FIGURE 5.

Eltanexor treatment increases nuclear retention of IRF3 in HCMV infected or Poly (I:C) treated HFFs. (A) HFFs were infected with HCMV at a MOI = 1 and treated with Eltanexor (0.4 μM) or vehicle DMSO. At different time points, HFFs were fixed and immunostained with rabbit anti-IRF-3 antibody followed by FITC-conjugated goat anti-rabbit antibody (green). Nuclei were stained with DAPI (Blue). HCMV infected cells were indicated by mCherry (red). (B) Percentages of cells showing nuclear accumulation of IRF-3 in DMSO or Eltanexor treated HCMV-infected cells in (A) were calculated based on 5 random fields with more than 300 cells. The experiments were repeated 3 times. Data represent mean ± SEM, n = 3, **p < 0.01, ***p < 0.001. (C) Eltanexor treatment increases the nuclear accumulation of IRF-3 in poly (I:C) treated HFFs.

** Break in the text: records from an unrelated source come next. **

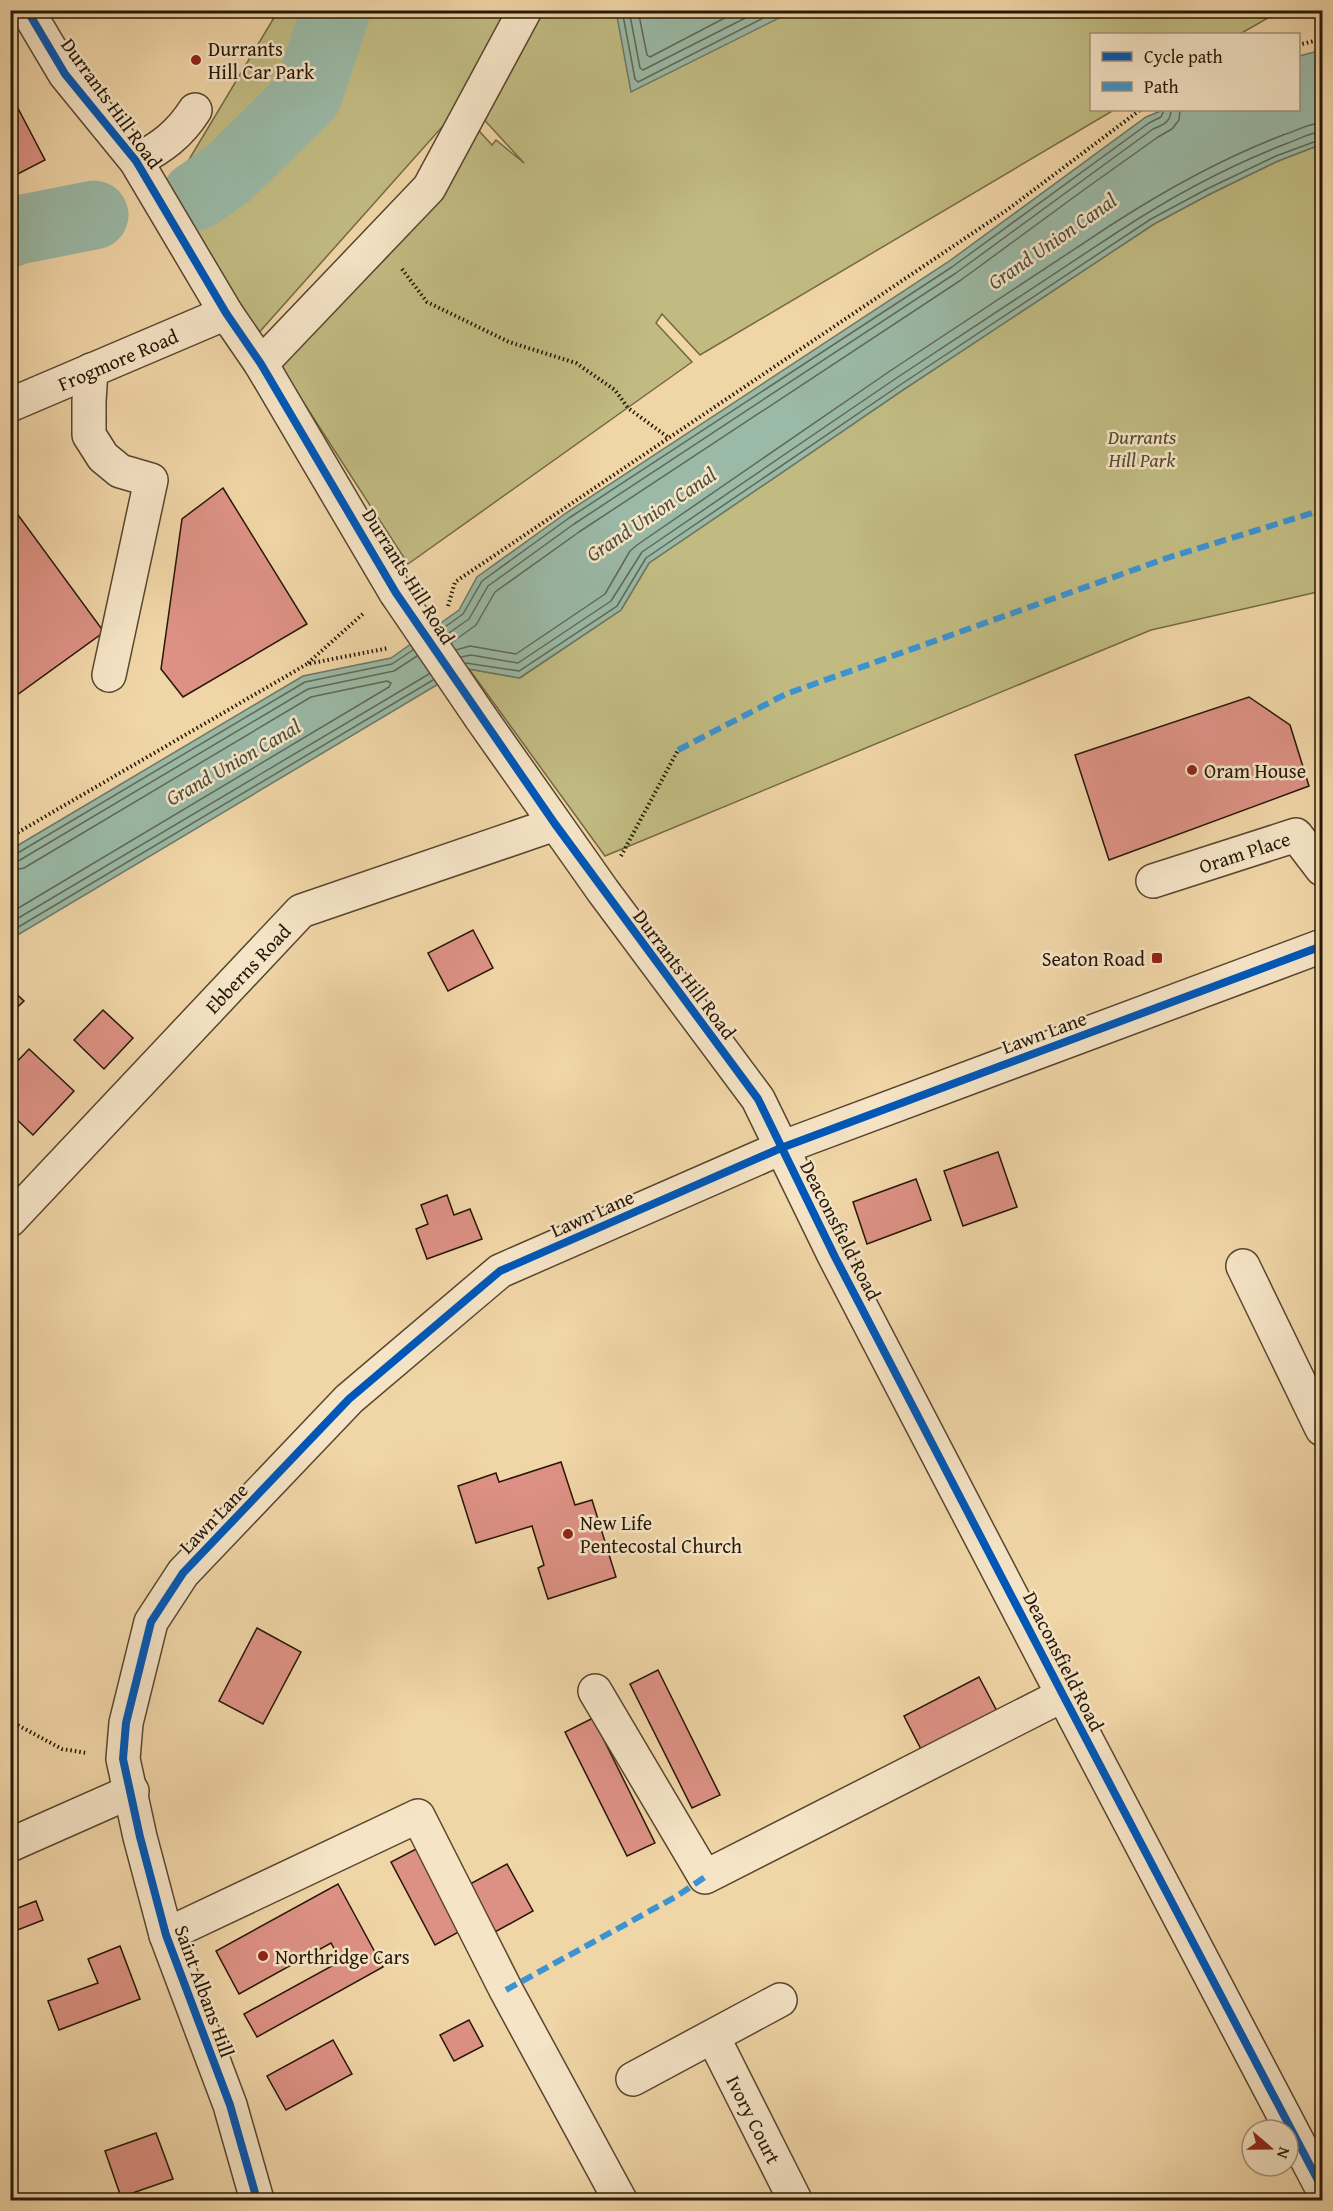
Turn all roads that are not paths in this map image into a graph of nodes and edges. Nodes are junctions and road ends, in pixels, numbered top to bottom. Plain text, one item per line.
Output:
1 (27, 10) edge
2 (525, 10) edge
3 (195, 110) dead end
4 (136, 161) junction
5 (226, 313) junction
6 (261, 364) junction
7 (91, 370) junction
8 (10, 405) edge
9 (109, 675) dead end
10 (555, 824) junction
11 (1323, 869) edge
12 (1153, 881) dead end
13 (1323, 946) edge
14 (781, 1148) junction
15 (10, 1220) edge
16 (1243, 1266) dead end
17 (1323, 1429) edge
18 (595, 1691) dead end
19 (1063, 1695) junction
20 (132, 1791) junction
21 (10, 1845) edge
22 (166, 1935) junction
23 (780, 2000) dead end
24 (713, 2037) junction
25 (633, 2079) dead end
26 (1323, 2188) edge
27 (257, 2200) edge
28 (620, 2200) edge
29 (795, 2200) edge

1 - 4 street, Durrants Hill Road
2 - 6 street
3 - 4 street
4 - 5 street, Durrants Hill Road
5 - 6 street, Durrants Hill Road
5 - 7 street, Frogmore Road
6 - 10 street, Durrants Hill Road, bridge
7 - 8 street, Frogmore Road
7 - 9 street
10 - 14 street, Durrants Hill Road
10 - 15 street, Ebberns Road
11 - 12 street, Oram Place
13 - 14 street, Lawn Lane
14 - 19 street, Deaconsfield Road
14 - 20 street, Lawn Lane
16 - 17 street
18 - 19 street
19 - 26 street, Deaconsfield Road
20 - 21 street
20 - 22 street, Saint Albans Hill
22 - 27 street, Saint Albans Hill
22 - 28 street
23 - 24 street
24 - 25 street
24 - 29 street, Ivory Court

Poly (I:C) was added the culture medium at a concentration of 20μg/mL. HFFs were fixed and immunostained for IRF-3 as described in (A). (D) Percentages of cells showing nuclear accumulation of IRF-3 in (C) were calculated based on 5 random fields. Data represent mean ± SEM; n = 5, ***p < 0.001. (E) Nuclear retention of viral tegument protein pp65 in Eltanexor treated HFFs at 72 hpi. HFFs were infected with HCMV at a MOI = 1, and treated with Eltanexor (0.4 μM) or vehicle DMSO. Cells were immunostained for pp65 (green). Nuclei were stained with DAPI (blue). HCMV infected cells were indicated by mCherry (red). The experiments were repeated 3 times.